The State of AI in Higher Education — Campus Technology

Artificial Intelligence

The State of AI in Higher Education

Both industry and higher ed experts see opportunities and risk, hype and reality with AI for teaching and learning.

Matthew Rascoff, associate vice provost for Digital Education and Innovation at Duke University, views the state of artificial intelligence in education as a proxy for the “promise and perils of ed tech writ large.” As he noted in a recent panel discussion during the 2020 ASU+GSV conference, “On the one hand, you see edX getting more engagement using machine learning-driven nudges in courses, which is pretty amazing. But on the other hand, we have all these concerns about surveillance, bias and privacy when it comes to AI-driven proctoring.”

Rascoff identified “something of a conflict between the way this stuff is built and the way it’s implemented.” In his role at Duke, he noted, “It’s really hard to distinguish [in AI] what’s real and what’s not.”

Rascoff joined other panelists in one of two sessions held back-to-back, examining the place of AI in learning: “AI Transforming Higher Learning” and “AI in Education, Hype vs. Reality.”

“Robots Are Going to Rule the World”

Fears abound, noted several of the speakers. “People think that AI agents are coming for teachers’ jobs, that robots are going to rule the world, and they’re going to teach our kids, that the kids will love the robots more than humans. There’s a lot of sci fi out there,” summed up Bethanie Maples, product manager for Google AI. “In reality, digital agents are a really interesting way to supplement learning. We need more tutors. And if there aren’t human tutors, there’s a place for machine tutors to help progress individual learners, There [are] really cool things we can do with personalization using machine learning and especially with adaptive assessment.”

Job fear is a biggie, acknowledged Stephanie Butler, product manager at ed tech company Turnitin. “We’ve moved from this world where technology takes basic rote work and automates it to a world in which technology is starting to encroach on intellectual work, on intellectual life and creative work. And you see that in many different places, not just education.”

Likewise, on the teacher side, Butler added, especially in the Western tradition of higher education, there’s a fear that AI could encroach on academic freedom, how educators “spend your time researching, what you publish, how you publish it, who you work with, and, of course, your content, the topics you decide are relevant for your students, how you craft the learning experience for them.”

On the learner side, there are fears that AI systems could “track a learner from a very young age and have this personalized lifelong learning experience for them,” suggested Maples. “The risk there is that they get put into a track that they can’t escape.

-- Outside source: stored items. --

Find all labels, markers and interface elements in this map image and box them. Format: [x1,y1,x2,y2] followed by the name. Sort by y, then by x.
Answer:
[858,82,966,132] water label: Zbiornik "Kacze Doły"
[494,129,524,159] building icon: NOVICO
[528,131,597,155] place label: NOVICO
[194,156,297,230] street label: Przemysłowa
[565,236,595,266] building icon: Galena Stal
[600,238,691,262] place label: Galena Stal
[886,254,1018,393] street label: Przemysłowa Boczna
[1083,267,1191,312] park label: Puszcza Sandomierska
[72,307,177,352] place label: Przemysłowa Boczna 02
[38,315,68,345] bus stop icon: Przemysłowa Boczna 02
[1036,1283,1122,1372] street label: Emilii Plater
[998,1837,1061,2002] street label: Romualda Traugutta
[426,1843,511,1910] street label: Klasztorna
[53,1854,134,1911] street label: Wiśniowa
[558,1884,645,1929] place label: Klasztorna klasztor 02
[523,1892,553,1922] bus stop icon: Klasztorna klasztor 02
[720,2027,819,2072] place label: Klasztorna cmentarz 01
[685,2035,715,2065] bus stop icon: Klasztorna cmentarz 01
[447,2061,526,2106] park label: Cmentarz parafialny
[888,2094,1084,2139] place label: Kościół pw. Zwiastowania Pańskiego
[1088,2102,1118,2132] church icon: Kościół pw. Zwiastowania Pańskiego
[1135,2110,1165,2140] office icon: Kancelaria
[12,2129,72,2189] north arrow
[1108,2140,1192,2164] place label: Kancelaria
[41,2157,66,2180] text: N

That’s something that’s very near and dear to all of us, especially to the American spirit, the concept of ‘rebirth.’ We believe that you can start over and that you can fail and then wake up the next day and shrug it off and maybe go found another company or start a new job.” The problem arises, she explained, when learners can’t delete their data “and say, ‘I’m a new person today.'” For that reason, “it’s extremely important that we allow for user data control, because we all change, and we have to build the allowance for change into this assessment.”